Turismo fatura R$ 10,2 bilhões em junho deste ano

Os efeitos da pandemia do novo coronavírus continuam a ser sentidos pelos setores da economia. O turismo nacional faturou R$ 10,2 bilhões em junho, o que representa uma alta de 47,3% na comparação com junho de 2020, auge da crise sanitária de saúde. Os dados são do Conselho de Turismo da Federação do Comércio de Bens, Serviços e Turismo do Estado de São Paulo (Fecomercio-SP). De acordo com a pesquisa, o valor atual ainda é 26,3% menor do que o registrado no mesmo período de 2019, quando não havia pandemia.

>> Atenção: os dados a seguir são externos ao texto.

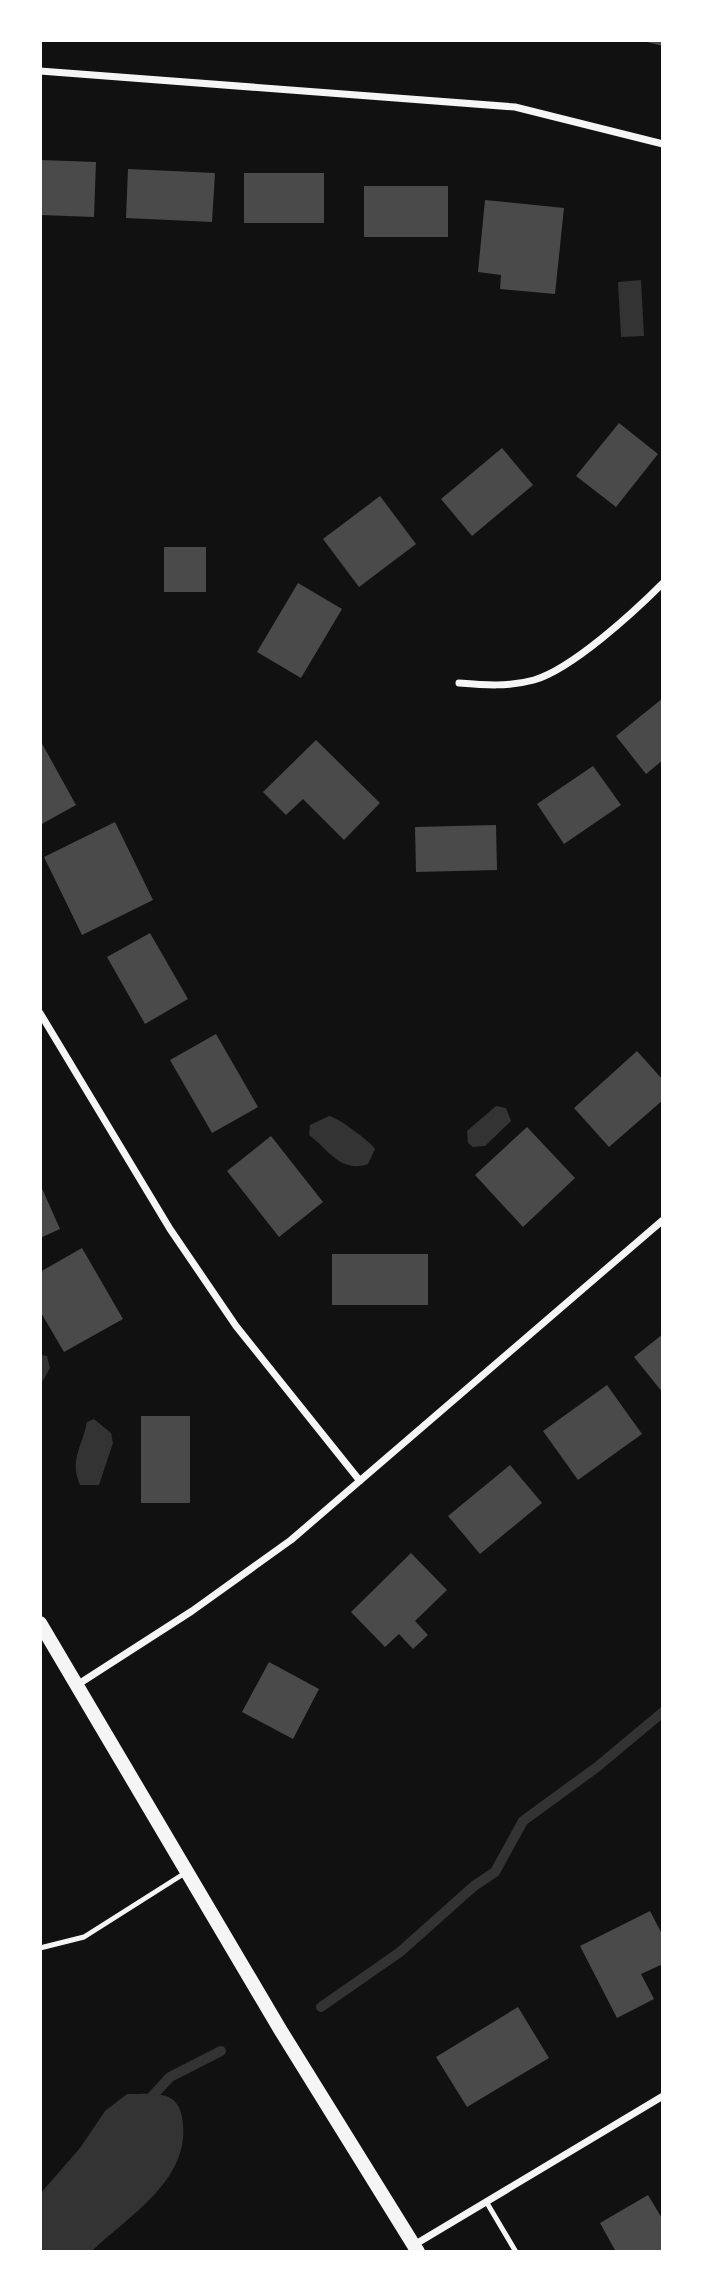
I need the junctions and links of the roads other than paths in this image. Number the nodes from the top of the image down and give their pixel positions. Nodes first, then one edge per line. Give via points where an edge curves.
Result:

De acordo com os dados, a atividade que mais contribuiu para a redução do faturamento no primeiro semestre foi o transporte aéreo, com queda de 16,2%, pressionando o resultado em -4,23 pontos percentuais. É o caso da dona de casa e cearense Márcia Pereira, atualmente radicada em São Paulo, desde o junho de 2020 está com viagem marcada para visitar os pais no Interior do Estado, mas em razão da pandemia tem constantemente adiado. “É o jeito ir adiando. Tenho crianças e muito medo de contrair o vírus. A saudade é grande, mas é mais importante nesse momento esperar um pouco mais”, disse ela que espera, finalmente, conseguir viajar em dezembro deste ano.

No sentido contrário da pesquisa caminha o transporte terrestre, tanto intermunicipal como interestadual que teve alta de 8,2% e 1,48 ponto percentual de impacto no desempenho geral. Quando comparado ao período anterior ao da pandemia, o levantamento mostrou que, com o faturamento R$ 3,6 bilhões abaixo do registrado até então, cinco dos seis grupos analisados ainda estão no negativo e não se recuperaram totalmente. As maiores quedas foram observadas nos grupos transporte aéreo (45,2%), serviços de alojamento e alimentação (29,7%) e atividades culturais, recreativas e esportivas (25,3%).

“Será muito importante que os empresários do setor desenvolvam estratégias de divulgação, promoções e fidelização de clientes para que o turismo doméstico se mantenha como item constante no orçamento das famílias”, disse a presidente do Conselho de Turismo da Fecomercio-SP, Mariana Aldrigui, ao comentar a pesquisa.

Para o órgão, a expectativa é a de que a redução das restrições e o avanço da vacinação proporcionem, no segundo semestre, um ritmo maior na retomada do setor. “Importante ressaltar, contudo, que esta volta à normalidade depende do respeito aos protocolos de distanciamento, de higienização e utilização de máscaras. Além disso, a vacinação deve ser incentivada, pois é uma das variáveis essenciais para o retorno seguro”.

No Ceará, segundo dados do Instituto Brasileiro de Geografia e Estatística (IBGE), o setor registrou crescimento de 2,4% entre março e abril, um crescimento de 46,9% se comparado ao mesmo período do ano passado, auge da pandemia.